Floret (pronounced flawr-it or flohr-it)
(1) A small flower.
(2) In botany, one of the closely clustered small flowers that make up the flower head of a composite flower, as the daisy or sunflower.
(3) One of the tightly clustered divisions of a head of broccoli, cauliflower. or similar vegetables
1350-1400: From the Middle English flouret & flourette (a little flower, a bud), from the Old French florete (little flower, cheap silk material), diminutive of flor (flower, blossom), from the Latin Latin flōrem, accusative singular of flōs, from the Proto-Italic flōs, from the primitive Indo-European bhel or bleh- (flower, blossom; to thrive, bloom), from bel- (to bloom). The specific botanical sense "a small flower in a cluster" (as in something like a sunflower), dates from the 1670s. The alternative spelling florette has been obsolete since the seventeenth century; in Italian the word became fioretto and in Dutch, floret. Floret & floretum are nouns; the noun plural is florets.

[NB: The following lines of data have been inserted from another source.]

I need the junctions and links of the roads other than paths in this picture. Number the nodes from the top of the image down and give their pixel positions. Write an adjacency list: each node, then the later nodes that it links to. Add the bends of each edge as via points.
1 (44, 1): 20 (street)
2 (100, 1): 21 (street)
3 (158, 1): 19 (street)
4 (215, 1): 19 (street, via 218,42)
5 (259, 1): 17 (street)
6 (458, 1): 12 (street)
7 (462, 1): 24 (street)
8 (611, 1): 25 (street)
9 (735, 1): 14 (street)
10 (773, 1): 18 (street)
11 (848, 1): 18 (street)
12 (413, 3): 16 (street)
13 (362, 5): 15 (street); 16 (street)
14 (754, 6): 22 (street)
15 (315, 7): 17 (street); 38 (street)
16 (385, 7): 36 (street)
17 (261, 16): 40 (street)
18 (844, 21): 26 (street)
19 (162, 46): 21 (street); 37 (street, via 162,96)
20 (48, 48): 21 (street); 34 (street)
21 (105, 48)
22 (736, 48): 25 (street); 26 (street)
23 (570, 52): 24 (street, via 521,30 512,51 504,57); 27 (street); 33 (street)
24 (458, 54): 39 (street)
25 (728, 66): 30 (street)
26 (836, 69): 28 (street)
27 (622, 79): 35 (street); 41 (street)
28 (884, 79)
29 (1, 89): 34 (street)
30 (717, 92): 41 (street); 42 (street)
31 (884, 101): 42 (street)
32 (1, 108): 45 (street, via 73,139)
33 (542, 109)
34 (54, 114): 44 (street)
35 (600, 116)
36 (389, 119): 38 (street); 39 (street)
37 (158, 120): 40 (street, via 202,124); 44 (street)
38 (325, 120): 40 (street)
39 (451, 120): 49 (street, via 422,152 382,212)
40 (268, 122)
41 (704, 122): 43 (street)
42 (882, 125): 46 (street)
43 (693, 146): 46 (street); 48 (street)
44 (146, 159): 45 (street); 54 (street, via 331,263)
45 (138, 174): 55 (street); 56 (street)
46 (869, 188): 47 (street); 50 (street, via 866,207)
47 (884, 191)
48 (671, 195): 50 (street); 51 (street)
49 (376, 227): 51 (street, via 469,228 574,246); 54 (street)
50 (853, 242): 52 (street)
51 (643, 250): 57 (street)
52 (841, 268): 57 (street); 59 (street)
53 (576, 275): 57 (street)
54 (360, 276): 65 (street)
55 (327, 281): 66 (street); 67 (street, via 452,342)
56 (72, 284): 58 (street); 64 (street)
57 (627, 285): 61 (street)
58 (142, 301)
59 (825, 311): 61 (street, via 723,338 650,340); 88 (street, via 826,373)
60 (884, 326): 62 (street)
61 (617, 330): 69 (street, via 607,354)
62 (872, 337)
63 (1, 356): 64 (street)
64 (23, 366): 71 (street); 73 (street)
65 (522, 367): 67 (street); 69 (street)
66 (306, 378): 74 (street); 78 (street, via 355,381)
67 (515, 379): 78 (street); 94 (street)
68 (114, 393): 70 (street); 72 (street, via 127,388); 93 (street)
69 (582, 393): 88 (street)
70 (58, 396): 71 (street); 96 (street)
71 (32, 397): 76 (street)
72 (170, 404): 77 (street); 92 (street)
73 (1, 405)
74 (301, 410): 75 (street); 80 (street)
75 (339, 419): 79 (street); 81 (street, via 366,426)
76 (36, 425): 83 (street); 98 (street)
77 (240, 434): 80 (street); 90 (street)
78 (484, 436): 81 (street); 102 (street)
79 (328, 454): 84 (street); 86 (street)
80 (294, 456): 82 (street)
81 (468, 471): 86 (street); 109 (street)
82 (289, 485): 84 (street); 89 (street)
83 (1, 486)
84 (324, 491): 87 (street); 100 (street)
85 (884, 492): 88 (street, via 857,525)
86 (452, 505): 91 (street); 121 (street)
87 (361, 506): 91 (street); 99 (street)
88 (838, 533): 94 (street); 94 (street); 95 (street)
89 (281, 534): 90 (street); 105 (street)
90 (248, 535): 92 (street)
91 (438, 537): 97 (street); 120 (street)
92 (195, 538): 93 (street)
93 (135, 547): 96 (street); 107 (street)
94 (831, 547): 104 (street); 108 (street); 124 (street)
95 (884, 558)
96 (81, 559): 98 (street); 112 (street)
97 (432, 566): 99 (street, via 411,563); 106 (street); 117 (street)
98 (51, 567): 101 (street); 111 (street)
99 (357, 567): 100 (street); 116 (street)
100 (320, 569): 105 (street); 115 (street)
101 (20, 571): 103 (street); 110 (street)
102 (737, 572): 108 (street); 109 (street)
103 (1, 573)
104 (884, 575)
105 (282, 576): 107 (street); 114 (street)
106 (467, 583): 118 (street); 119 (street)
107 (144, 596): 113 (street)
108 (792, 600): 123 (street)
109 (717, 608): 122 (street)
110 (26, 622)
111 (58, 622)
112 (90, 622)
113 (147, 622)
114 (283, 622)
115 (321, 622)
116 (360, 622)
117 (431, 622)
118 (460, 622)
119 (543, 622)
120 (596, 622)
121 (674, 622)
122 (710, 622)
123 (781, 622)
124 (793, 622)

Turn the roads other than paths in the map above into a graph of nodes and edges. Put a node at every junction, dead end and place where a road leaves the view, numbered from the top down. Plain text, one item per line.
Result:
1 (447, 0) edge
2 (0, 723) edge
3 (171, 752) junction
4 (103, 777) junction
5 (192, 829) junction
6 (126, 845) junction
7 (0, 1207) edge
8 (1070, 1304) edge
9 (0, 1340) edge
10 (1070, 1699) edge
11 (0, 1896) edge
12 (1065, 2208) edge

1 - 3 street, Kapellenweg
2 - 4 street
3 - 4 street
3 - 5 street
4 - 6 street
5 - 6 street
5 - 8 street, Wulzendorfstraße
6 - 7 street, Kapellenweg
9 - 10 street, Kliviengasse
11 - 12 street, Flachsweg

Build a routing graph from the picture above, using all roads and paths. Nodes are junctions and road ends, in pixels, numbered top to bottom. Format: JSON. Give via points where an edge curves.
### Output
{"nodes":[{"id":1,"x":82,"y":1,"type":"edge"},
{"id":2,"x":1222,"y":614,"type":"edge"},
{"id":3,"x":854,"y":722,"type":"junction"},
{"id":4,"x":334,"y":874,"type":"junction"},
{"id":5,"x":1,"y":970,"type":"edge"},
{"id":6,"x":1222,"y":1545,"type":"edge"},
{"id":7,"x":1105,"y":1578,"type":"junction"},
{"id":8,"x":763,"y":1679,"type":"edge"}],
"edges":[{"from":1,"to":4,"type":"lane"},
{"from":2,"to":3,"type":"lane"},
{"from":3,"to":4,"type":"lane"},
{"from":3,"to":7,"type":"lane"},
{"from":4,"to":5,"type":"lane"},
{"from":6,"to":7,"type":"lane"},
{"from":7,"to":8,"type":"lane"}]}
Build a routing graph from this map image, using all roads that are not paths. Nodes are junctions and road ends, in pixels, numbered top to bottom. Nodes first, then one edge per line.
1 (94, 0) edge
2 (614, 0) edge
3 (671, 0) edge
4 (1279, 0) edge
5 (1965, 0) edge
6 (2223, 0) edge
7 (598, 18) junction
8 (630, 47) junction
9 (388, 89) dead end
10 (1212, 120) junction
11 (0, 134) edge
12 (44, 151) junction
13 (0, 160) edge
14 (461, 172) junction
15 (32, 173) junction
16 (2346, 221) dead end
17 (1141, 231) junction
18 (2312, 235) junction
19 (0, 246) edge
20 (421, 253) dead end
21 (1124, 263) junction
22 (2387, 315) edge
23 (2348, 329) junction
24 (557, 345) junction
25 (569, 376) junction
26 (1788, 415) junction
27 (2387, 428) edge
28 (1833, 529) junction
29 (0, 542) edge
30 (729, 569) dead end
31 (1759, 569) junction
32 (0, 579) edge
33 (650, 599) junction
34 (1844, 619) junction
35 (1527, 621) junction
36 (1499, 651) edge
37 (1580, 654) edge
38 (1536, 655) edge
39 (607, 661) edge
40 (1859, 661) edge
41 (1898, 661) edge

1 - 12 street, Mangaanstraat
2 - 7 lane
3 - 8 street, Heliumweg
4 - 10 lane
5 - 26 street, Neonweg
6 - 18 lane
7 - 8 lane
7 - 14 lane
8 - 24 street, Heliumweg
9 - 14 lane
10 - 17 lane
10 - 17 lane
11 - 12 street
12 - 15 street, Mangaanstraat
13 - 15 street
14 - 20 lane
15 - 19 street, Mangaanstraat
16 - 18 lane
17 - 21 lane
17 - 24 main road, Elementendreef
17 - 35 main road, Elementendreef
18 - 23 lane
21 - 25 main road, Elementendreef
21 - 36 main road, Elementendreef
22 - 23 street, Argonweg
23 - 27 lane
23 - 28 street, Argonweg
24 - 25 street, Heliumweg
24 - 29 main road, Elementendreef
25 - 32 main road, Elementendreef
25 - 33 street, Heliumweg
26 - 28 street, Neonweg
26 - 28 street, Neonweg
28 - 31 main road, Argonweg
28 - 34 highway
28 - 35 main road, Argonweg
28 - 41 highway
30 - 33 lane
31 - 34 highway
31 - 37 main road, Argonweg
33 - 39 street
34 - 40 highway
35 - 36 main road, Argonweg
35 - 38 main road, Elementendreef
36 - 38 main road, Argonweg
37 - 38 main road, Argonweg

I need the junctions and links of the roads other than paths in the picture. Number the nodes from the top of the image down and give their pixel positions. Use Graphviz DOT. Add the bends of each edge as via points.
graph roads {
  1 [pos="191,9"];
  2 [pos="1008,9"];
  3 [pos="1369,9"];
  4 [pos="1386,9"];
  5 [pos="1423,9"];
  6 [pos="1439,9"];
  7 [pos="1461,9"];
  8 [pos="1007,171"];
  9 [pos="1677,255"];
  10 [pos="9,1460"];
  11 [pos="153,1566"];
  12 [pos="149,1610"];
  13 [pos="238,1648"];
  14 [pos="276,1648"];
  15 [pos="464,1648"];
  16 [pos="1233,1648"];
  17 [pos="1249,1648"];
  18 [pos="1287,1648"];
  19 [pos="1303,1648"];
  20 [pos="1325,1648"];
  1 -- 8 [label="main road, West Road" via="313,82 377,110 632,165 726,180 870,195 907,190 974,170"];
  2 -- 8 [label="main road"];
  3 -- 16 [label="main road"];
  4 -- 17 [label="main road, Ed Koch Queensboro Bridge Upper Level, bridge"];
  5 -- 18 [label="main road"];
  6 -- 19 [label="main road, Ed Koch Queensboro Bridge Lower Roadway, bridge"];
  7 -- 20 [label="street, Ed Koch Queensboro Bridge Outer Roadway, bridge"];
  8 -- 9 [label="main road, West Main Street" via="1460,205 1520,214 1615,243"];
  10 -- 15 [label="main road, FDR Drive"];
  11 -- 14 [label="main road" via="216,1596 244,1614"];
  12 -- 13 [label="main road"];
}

Cauliflower and Stilton Soup
Ingredients
80 gm butter, chopped
1 brown onion, coarsely chopped
2 cloves of garlic, finely chopped
1 tablespoon dried oregano
1¼ kg cauliflower, cut into florets
¼ cup fresh flat-leaf parsley, finely chopped
1 litre of vegetable stock
200 gm Stilton, crumbled (for soup)
200 gm Stilton cheese (for toast)
1 cup full-cream milk
2 tablespoons double-whipped cream
Instructions
(1) Melt butter in a heavy-based saucepan, add onion, garlic and oregano, season to taste with sea salt and freshly ground white pepper, then stir over medium heat for five minutes or until onion is soft.
(2) Add cauliflower and parsley, then cook, stirring occasionally, for ten minutes. Add stock and simmer for fifteen minutes or until florets are tender, then reduce heat to low, add Stilton, and stir until well combined. Add milk and cook until just heated through.
(3) Ladle soup among bowls, top with a dollop of cream and serve with toast thickly spread with room-temperature Stilton cheese.
Serve with:
Small glass of Dry Sack Sherry before, glass of Pinot Noir after.
Floret fashion: Lindsay Lohan in an embroidered Valentino gown at the premiere of Netfilx’s Falling for Christmas (2022), Paris Theater, Manhattan, New York City (left) (the pairing of the gown with a metallic quilted shoulder bag was much admired) and strand of Delphinium in salmon pink (right). The genus name was from the New Latin Delphinium, from the Ancient Greek δελφίς (delphís) from δελφίνιον (delphínion) (dolphin), the name adopted because the florets were thought to recall the shape of a dolphin’s back. The name was chosen by the Swedish zoologist & physician Carl Linnaeus (1707–1778 and styled as Carl von Linné after 1761) who first codified binomial nomenclature (the system of naming organisms), thus gaining the tag “the father of modern taxonomy”. The genus is within the family Ranunculaceae and in common use they’re often referred to by the Dutch name larkspur.